_Exercise description_: Which lines in the data contain the word "México"? Please copy each of them.

_The data_:
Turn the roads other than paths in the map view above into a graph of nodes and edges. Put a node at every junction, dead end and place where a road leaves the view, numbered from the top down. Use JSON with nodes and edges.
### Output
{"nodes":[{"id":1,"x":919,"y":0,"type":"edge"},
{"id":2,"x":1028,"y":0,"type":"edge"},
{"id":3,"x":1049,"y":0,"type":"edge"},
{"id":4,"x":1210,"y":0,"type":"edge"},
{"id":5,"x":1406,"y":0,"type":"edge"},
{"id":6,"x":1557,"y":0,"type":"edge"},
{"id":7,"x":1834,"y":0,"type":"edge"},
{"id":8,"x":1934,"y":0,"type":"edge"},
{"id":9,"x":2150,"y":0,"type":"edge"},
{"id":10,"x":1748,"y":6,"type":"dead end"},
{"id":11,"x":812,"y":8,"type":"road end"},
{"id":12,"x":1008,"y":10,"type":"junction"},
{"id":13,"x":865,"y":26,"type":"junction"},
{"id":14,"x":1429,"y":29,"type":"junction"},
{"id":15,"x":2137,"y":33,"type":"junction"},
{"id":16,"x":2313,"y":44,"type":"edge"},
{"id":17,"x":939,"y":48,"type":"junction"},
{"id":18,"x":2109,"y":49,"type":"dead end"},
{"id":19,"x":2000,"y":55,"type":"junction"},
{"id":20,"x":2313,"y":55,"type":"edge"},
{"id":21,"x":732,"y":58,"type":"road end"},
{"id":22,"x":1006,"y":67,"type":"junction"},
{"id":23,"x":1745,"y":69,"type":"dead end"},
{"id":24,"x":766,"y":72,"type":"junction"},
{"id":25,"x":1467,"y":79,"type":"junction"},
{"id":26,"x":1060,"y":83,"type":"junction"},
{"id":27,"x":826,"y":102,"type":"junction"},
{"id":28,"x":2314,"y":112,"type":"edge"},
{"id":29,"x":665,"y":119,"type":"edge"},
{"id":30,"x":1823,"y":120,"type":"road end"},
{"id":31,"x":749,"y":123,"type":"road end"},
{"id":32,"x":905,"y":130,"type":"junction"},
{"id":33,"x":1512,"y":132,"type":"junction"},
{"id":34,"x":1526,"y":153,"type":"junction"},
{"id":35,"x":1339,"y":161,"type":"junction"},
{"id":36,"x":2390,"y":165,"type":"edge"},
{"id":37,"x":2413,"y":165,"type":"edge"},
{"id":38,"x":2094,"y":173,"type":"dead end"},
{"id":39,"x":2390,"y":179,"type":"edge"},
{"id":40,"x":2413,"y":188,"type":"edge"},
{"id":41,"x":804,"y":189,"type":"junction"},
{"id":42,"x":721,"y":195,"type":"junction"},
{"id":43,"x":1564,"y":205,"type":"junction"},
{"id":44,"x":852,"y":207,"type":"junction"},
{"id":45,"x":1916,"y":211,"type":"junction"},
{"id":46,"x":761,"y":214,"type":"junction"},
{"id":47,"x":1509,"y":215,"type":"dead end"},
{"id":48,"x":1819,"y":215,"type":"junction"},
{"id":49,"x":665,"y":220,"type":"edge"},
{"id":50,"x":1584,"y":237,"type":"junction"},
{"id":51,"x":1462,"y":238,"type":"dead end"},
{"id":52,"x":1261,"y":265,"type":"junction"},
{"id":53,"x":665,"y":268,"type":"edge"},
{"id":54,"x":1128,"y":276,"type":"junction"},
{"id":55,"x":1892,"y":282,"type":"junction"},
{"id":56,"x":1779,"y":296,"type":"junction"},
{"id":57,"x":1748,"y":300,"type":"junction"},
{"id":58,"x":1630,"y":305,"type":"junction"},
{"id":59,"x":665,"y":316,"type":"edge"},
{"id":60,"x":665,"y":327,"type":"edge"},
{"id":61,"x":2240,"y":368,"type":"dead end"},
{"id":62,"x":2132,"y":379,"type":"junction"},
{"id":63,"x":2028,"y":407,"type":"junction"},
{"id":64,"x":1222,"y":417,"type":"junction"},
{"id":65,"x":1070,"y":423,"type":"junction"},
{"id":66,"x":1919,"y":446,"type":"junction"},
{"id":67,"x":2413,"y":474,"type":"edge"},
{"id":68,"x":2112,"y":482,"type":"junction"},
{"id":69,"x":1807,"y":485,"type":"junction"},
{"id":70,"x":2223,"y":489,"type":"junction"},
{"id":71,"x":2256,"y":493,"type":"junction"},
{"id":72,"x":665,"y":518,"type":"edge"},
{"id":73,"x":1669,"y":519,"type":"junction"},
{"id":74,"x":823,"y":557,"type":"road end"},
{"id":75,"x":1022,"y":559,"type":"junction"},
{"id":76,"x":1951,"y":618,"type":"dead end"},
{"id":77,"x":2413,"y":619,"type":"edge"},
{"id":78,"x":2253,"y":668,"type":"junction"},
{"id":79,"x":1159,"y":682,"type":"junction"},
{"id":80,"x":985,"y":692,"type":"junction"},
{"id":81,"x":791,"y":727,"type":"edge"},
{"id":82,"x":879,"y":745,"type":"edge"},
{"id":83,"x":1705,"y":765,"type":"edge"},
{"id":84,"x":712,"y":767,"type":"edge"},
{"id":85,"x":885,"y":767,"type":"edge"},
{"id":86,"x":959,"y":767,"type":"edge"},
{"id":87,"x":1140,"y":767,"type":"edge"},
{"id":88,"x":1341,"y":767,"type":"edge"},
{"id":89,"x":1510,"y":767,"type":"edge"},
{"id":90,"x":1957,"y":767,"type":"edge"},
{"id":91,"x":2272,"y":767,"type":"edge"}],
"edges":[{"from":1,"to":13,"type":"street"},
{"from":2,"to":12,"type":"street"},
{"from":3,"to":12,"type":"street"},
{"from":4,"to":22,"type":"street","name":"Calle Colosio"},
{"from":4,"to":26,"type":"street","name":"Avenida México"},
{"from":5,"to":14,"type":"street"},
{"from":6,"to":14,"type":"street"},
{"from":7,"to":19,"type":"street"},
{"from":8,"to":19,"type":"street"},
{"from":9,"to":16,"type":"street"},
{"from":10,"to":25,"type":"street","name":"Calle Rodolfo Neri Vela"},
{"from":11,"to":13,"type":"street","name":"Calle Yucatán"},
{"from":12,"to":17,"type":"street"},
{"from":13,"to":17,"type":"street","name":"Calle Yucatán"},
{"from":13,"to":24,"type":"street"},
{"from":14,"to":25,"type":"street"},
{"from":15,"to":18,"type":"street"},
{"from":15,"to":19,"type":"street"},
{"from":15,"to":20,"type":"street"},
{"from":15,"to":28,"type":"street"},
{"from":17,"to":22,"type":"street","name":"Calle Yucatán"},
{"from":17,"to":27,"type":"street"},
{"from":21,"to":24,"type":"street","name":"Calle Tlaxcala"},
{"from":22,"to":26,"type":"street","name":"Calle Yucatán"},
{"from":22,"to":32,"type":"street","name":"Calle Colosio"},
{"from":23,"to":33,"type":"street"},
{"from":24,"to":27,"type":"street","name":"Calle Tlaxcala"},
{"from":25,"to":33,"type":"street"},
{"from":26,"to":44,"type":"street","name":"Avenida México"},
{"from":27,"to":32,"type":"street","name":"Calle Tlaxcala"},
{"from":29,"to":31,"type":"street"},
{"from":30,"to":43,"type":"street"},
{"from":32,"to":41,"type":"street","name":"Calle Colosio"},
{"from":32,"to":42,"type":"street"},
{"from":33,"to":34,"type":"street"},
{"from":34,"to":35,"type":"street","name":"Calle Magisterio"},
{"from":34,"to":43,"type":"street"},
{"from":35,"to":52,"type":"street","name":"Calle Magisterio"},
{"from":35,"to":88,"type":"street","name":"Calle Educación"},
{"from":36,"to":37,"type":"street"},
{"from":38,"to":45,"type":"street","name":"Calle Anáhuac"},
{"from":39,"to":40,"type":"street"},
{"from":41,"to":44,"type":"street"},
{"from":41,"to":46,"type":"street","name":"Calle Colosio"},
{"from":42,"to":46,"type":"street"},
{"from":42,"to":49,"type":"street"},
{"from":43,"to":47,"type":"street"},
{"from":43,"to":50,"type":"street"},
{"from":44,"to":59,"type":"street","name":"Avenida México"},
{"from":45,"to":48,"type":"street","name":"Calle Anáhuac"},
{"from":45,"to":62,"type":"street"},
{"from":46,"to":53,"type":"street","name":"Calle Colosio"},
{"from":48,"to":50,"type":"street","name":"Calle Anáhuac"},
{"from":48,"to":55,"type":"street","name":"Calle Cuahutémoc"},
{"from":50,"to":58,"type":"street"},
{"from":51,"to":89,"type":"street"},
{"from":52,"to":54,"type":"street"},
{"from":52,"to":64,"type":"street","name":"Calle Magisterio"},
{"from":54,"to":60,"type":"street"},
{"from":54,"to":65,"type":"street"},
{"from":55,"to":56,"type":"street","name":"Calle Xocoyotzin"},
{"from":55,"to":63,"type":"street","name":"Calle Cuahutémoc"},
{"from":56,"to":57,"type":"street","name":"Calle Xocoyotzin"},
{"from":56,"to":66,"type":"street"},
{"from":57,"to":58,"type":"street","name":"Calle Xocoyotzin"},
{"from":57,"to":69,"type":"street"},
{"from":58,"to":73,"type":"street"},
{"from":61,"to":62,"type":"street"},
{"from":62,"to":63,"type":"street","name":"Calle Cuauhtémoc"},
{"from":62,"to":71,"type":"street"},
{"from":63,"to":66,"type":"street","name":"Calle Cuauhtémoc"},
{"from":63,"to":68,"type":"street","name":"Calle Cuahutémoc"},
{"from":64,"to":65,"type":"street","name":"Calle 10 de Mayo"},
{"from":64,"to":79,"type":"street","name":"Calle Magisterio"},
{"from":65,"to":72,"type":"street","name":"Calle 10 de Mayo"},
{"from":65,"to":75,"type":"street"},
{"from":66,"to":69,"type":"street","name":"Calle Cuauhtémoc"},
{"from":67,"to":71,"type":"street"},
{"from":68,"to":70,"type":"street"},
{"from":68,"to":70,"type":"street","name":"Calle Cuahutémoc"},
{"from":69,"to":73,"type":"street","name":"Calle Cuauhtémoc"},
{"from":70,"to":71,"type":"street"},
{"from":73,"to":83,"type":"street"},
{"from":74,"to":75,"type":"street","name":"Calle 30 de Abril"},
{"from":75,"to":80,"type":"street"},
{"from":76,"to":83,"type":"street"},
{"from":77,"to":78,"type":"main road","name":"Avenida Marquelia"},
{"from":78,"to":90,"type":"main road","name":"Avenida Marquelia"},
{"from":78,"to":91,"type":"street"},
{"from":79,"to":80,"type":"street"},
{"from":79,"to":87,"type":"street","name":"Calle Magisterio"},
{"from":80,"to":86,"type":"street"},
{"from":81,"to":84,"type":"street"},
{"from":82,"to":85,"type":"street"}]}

_Response for this exercise_:
{"from":4,"to":26,"type":"street","name":"Avenida México"},
{"from":26,"to":44,"type":"street","name":"Avenida México"},
{"from":44,"to":59,"type":"street","name":"Avenida México"},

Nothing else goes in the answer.